De inflatie bevindt zich op dit moment rond onze doelstelling van 2% op middellange termijn. In het basisscenario van de nieuwe door medewerkers van het Eurosysteem opgestelde macro-economische projecties komt de totale inflatie uit op gemiddeld 2,0% in 2025, 1,6% in 2026 en 2,0% in 2027. De neerwaartse herzieningen vergeleken met de projecties in maart, met 0,3 procentpunt voor zowel 2025 als 2026, hebben vooral te maken met lagere aannames voor energieprijzen en een sterkere euro. De medewerkers verwachten dat de inflatie exclusief energie en voedingsmiddelen in 2025 uitkomt op gemiddeld 2,4% en in 2026 en 2027 op 1,9%, grotendeels onveranderd sinds maart.

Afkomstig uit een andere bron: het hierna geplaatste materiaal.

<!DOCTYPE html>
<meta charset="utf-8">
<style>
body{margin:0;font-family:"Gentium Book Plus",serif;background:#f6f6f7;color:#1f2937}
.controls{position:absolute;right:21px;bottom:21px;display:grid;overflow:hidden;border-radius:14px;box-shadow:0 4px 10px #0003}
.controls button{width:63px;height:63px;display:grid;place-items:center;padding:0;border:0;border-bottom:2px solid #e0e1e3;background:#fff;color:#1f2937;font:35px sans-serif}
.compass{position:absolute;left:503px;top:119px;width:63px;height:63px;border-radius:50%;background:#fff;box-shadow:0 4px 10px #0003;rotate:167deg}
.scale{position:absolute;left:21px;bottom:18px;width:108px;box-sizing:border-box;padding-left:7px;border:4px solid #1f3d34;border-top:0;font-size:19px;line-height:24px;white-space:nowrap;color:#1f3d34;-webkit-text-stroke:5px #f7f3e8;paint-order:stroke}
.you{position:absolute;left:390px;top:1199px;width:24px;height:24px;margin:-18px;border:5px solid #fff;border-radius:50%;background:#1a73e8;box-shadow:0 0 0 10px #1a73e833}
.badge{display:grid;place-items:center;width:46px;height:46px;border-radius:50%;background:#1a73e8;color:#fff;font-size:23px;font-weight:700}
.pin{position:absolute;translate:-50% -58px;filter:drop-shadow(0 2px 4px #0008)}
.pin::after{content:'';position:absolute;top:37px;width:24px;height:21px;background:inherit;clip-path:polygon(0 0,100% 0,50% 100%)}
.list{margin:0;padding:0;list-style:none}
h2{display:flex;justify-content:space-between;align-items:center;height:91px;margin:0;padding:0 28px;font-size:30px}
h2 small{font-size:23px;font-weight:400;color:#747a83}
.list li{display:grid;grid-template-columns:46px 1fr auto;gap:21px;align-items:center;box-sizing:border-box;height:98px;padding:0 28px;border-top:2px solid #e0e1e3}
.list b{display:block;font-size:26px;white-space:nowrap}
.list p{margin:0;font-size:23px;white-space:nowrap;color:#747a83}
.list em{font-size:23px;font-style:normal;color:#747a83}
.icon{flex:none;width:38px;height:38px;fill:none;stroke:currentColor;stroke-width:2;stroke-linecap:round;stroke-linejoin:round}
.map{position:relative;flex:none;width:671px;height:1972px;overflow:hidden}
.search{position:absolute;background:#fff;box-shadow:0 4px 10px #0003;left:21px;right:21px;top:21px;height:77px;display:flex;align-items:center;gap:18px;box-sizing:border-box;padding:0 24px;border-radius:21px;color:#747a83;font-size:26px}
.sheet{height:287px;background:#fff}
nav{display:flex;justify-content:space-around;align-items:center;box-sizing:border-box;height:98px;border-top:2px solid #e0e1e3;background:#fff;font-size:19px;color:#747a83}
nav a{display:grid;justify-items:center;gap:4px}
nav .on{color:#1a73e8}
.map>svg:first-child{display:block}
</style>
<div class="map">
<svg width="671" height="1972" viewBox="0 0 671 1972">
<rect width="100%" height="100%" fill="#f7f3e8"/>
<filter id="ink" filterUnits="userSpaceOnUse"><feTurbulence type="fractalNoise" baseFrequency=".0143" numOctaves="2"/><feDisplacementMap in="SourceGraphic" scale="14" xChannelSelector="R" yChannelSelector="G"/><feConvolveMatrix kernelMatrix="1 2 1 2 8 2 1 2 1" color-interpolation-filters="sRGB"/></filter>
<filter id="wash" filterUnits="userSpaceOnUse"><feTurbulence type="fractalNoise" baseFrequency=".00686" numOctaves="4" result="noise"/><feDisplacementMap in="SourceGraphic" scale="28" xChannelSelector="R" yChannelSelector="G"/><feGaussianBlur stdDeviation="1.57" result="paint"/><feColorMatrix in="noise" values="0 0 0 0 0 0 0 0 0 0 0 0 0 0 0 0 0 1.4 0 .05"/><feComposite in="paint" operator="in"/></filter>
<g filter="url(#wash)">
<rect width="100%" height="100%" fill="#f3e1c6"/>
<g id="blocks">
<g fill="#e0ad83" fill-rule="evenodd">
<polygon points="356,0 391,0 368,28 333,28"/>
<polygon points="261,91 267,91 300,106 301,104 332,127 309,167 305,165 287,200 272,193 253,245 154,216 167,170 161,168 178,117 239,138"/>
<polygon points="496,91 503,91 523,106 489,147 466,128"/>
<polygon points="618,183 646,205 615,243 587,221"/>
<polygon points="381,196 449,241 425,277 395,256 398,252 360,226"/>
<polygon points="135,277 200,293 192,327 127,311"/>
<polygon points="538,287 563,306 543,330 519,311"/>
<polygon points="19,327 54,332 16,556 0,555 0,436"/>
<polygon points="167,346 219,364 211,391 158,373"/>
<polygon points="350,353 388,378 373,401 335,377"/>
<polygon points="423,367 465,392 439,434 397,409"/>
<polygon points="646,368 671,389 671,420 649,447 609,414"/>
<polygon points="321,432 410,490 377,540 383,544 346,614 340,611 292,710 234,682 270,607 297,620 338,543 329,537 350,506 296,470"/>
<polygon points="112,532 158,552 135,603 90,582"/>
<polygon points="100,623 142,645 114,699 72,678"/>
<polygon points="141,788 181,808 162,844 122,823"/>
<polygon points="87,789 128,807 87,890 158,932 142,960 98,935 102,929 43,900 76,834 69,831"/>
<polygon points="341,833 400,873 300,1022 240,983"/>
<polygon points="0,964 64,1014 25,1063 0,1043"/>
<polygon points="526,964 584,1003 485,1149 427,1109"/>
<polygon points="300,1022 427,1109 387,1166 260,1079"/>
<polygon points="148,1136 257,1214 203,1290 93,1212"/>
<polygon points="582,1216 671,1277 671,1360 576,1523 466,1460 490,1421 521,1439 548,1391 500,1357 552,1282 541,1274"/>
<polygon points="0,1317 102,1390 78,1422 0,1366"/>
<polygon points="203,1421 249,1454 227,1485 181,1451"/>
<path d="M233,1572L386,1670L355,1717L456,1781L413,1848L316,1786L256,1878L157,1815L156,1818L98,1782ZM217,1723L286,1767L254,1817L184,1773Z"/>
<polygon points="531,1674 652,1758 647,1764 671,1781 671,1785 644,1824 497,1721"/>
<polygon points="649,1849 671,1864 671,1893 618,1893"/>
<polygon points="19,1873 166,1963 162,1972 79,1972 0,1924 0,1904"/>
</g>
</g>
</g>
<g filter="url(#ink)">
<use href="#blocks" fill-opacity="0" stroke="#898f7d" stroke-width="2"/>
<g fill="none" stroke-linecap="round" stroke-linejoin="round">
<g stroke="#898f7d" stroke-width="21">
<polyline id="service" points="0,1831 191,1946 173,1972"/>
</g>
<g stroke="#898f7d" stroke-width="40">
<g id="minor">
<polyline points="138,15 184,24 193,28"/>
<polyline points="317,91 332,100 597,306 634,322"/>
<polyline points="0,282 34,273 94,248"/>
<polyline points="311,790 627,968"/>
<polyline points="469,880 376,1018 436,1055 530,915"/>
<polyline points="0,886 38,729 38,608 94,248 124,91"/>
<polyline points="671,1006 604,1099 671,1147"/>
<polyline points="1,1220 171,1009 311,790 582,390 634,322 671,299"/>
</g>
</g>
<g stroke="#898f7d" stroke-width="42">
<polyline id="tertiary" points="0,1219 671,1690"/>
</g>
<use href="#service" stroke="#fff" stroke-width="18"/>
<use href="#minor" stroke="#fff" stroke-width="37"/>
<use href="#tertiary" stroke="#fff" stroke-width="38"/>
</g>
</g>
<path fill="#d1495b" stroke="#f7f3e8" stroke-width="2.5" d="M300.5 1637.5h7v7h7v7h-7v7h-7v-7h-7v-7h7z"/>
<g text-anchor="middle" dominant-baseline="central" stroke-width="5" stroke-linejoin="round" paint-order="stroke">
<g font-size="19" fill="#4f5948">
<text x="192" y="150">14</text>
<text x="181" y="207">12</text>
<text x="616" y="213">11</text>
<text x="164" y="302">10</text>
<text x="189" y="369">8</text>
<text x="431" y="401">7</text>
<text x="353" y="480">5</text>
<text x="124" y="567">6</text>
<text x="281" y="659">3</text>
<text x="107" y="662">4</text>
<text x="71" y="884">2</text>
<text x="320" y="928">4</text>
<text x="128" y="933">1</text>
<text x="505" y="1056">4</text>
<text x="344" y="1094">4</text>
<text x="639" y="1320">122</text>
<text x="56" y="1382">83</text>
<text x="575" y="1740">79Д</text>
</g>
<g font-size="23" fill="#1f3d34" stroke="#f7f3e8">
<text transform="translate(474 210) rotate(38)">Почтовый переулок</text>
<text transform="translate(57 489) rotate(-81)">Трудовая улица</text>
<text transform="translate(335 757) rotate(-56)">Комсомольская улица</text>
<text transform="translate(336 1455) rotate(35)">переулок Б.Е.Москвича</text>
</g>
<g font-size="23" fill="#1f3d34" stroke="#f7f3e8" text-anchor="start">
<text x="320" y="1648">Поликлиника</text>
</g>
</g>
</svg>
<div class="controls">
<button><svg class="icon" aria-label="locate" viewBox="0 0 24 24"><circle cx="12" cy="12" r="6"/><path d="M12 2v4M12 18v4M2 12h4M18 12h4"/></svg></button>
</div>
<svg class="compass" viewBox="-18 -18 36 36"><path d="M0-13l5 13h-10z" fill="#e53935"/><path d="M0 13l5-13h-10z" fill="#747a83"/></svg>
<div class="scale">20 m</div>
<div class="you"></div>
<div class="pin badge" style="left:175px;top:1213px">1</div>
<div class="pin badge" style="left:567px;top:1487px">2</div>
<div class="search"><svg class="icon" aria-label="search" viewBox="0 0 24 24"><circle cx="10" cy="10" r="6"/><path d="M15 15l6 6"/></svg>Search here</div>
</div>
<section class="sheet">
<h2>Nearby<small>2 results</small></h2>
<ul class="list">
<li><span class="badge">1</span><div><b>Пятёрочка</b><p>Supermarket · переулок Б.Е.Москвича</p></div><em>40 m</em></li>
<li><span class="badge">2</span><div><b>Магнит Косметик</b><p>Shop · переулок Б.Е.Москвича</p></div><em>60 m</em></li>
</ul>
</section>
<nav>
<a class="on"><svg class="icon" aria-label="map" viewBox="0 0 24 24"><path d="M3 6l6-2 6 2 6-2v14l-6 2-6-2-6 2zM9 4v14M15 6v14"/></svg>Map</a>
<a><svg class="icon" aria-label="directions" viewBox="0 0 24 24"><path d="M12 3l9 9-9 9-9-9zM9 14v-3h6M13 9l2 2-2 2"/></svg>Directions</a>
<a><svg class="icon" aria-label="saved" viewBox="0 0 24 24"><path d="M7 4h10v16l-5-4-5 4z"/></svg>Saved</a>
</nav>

De medewerkers gaan uit van een reële bbp-groei op jaarbasis van gemiddeld 0,9% in 2025, 1,1% in 2026 en 1,3% in 2027. De groeivooruitzichten voor 2025 zijn ongewijzigd en vormen de weerslag van een sterker dan verwacht eerste kwartaal met zwakkere vooruitzichten voor de rest van het jaar. Aan de ene kant zal de onzekerheid over het handelsbeleid de bedrijfsinvesteringen en uitvoer drukken, vooral op korte termijn, maar aan de andere kant zullen de stijgende overheidsinvesteringen in defensie en infrastructuur de groei op de middellange termijn steeds meer ondersteunen. Door hogere reële inkomens en een sterke arbeidsmarkt krijgen huishoudens meer te besteden. In combinatie met gunstiger financieringsvoorwaarden zou dit de economie beter bestand moeten maken tegen mondiale schokken.
Tegen de achtergrond van grote onzekerheid hebben de medewerkers ook enkele mechanismen beoordeeld waardoor verschillende handelsmaatregelen de groei en inflatie zouden kunnen beïnvloeden in enkele alternatieve scenario’s ter illustratie. Deze scenario's worden samen met de projecties van medewerkers op onze website gepubliceerd. Volgens deze scenarioanalyse zouden verder oplopende handelsspanningen de komende maanden leiden tot lagere groei en inflatie dan in de basisprojecties. Als daarentegen de handelsspanningen met een gunstige afloop zouden worden opgelost, zouden de groei en – in mindere mate – de inflatie hoger uitkomen dan in de basisprojecties.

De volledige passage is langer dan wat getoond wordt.